Module by: David Lane

In the section Introduction to Central Tendency, we saw that the center of a distribution could be defined three ways:

  1. the point on which a distribution would balance,
  2. the value whose average absolute deviation from all the other values is minimized, and
  3. the value whose squared difference from all the other values is minimized.
From the simulation in this chapter, you discovered (we hope) that the mean is the point on which a distribution would balance, the median is the value that minimizes the sum of absolute deviations, and the mean is the value that minimizes the sum of the squared values.

Table 1 shows the absolute and squared deviations of the numbers 2, 3, 4, 9, and 16 from their median of 4 and their mean of 6.8. You can see that the sum of absolute deviations from the median (20) is smaller than the sum of absolute deviations from the mean (22.8). On the other hand, the sum of squared deviations from the median (174) is larger than the sum of squared deviations from the mean (134.8).

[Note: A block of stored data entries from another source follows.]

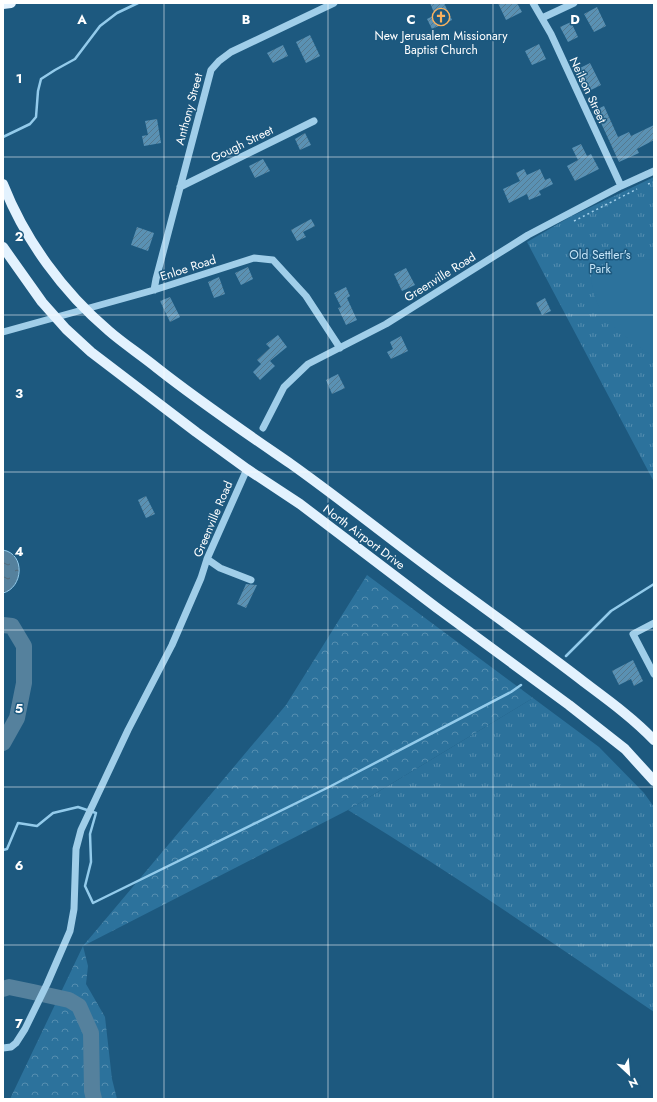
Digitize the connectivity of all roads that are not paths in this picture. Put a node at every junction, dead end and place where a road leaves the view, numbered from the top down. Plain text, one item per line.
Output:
1 (11, 3) edge
2 (334, 3) edge
3 (533, 3) edge
4 (574, 3) edge
5 (3, 4) edge
6 (542, 18) junction
7 (314, 120) dead end
8 (654, 171) edge
9 (3, 184) edge
10 (621, 186) junction
11 (180, 187) junction
12 (3, 247) edge
13 (154, 290) junction
14 (86, 310) junction
15 (56, 318) junction
16 (3, 332) edge
17 (340, 348) junction
18 (263, 428) dead end
19 (247, 469) junction
20 (207, 559) junction
21 (251, 580) dead end
22 (654, 623) edge
23 (654, 674) edge
24 (654, 740) edge
25 (654, 781) edge
26 (3, 1048) edge

1 - 5 main road
2 - 11 street, Anthony Street
3 - 6 street, Neilson Street
4 - 6 street
6 - 10 street, Neilson Street
7 - 11 street, Gough Street
8 - 10 street, Greenville Road
9 - 14 main road, North Airport Drive
10 - 17 street, Greenville Road
11 - 13 street, Anthony Street
12 - 15 main road, North Airport Drive
13 - 14 street, Enloe Road
13 - 17 street, Enloe Road
14 - 15 street, Enloe Road
14 - 24 main road, North Airport Drive
15 - 16 street, Enloe Road
15 - 19 main road, North Airport Drive
17 - 18 street, Greenville Road
19 - 20 street, Greenville Road
19 - 25 main road, North Airport Drive
20 - 21 street
20 - 26 street, Greenville Road
22 - 23 street

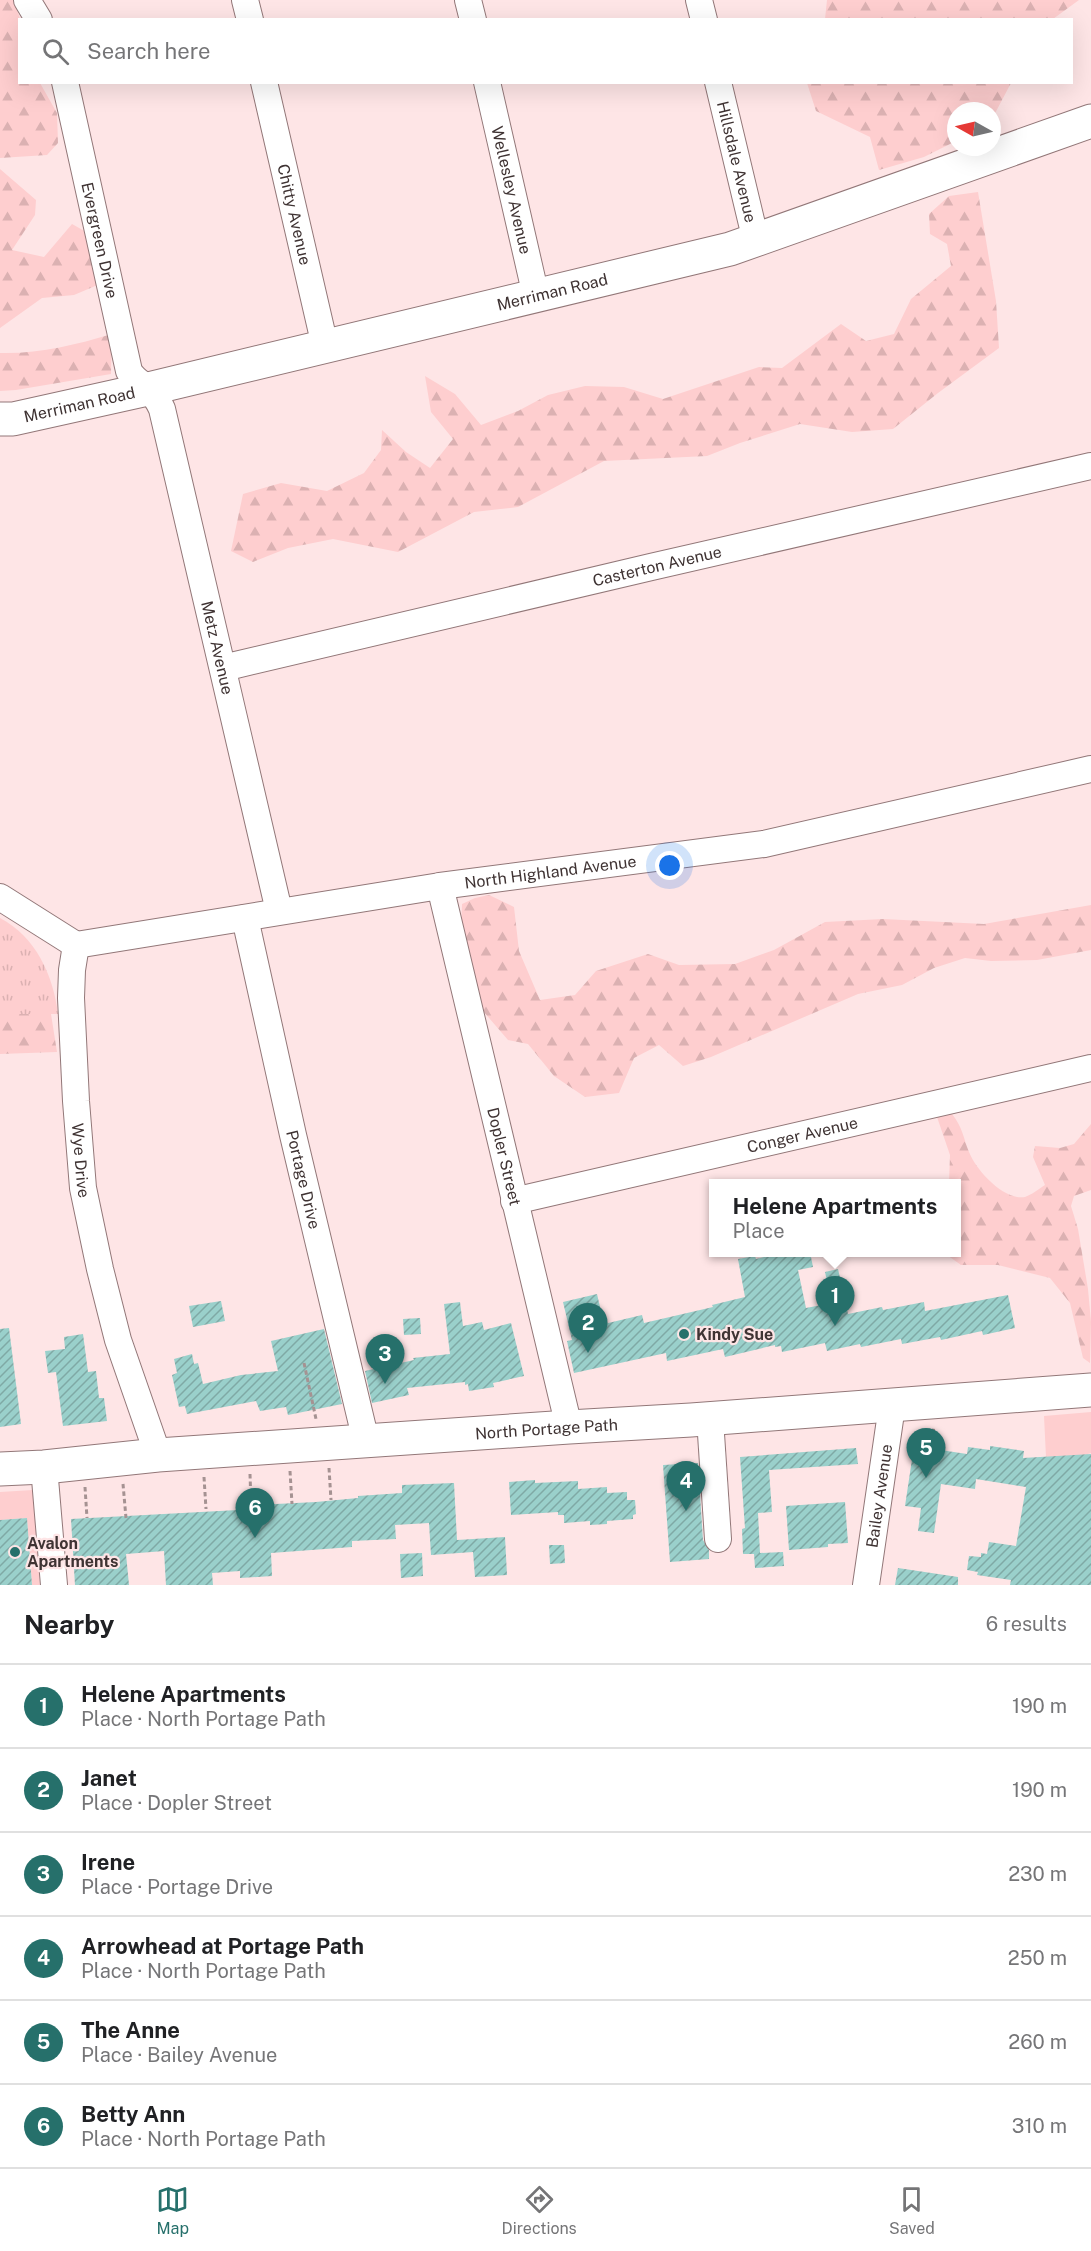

Absolute and squared deviations from the median of 3 and the mean of 6.8.
Value Absolute Deviation from Median Absolute Deviation from Mean Squared Deviation from Median Squared Deviation from Mean
2 2 4.8 4 23.04
3 1 3.8 1 14.44
4 0 2.8 0 7.84
9 5 2.2 25 4.84
16 12 9.2 144 84.64
Total 20 22.8 174 134.80

Moreover, Figure 1 shows that the distribution balances at the mean of 6.8 and not at the median of 4. The relative advantages and disadvantages of the mean and median are discussed in the section Comparing Measures of Central Tendency later in this chapter.

Figure 1: The distribution balances at the mean of 6.8 and not at the median of 4.0.
Figure 1 (balance1.png)

When a distribution is symmetric, then the mean, and the median are the same. Consider the following distribution: 1, 3, 4, 5, 6, 7, 9. The mean and median are both 5. The mean, median, and mode are identical in the bell-shaped normal distribution.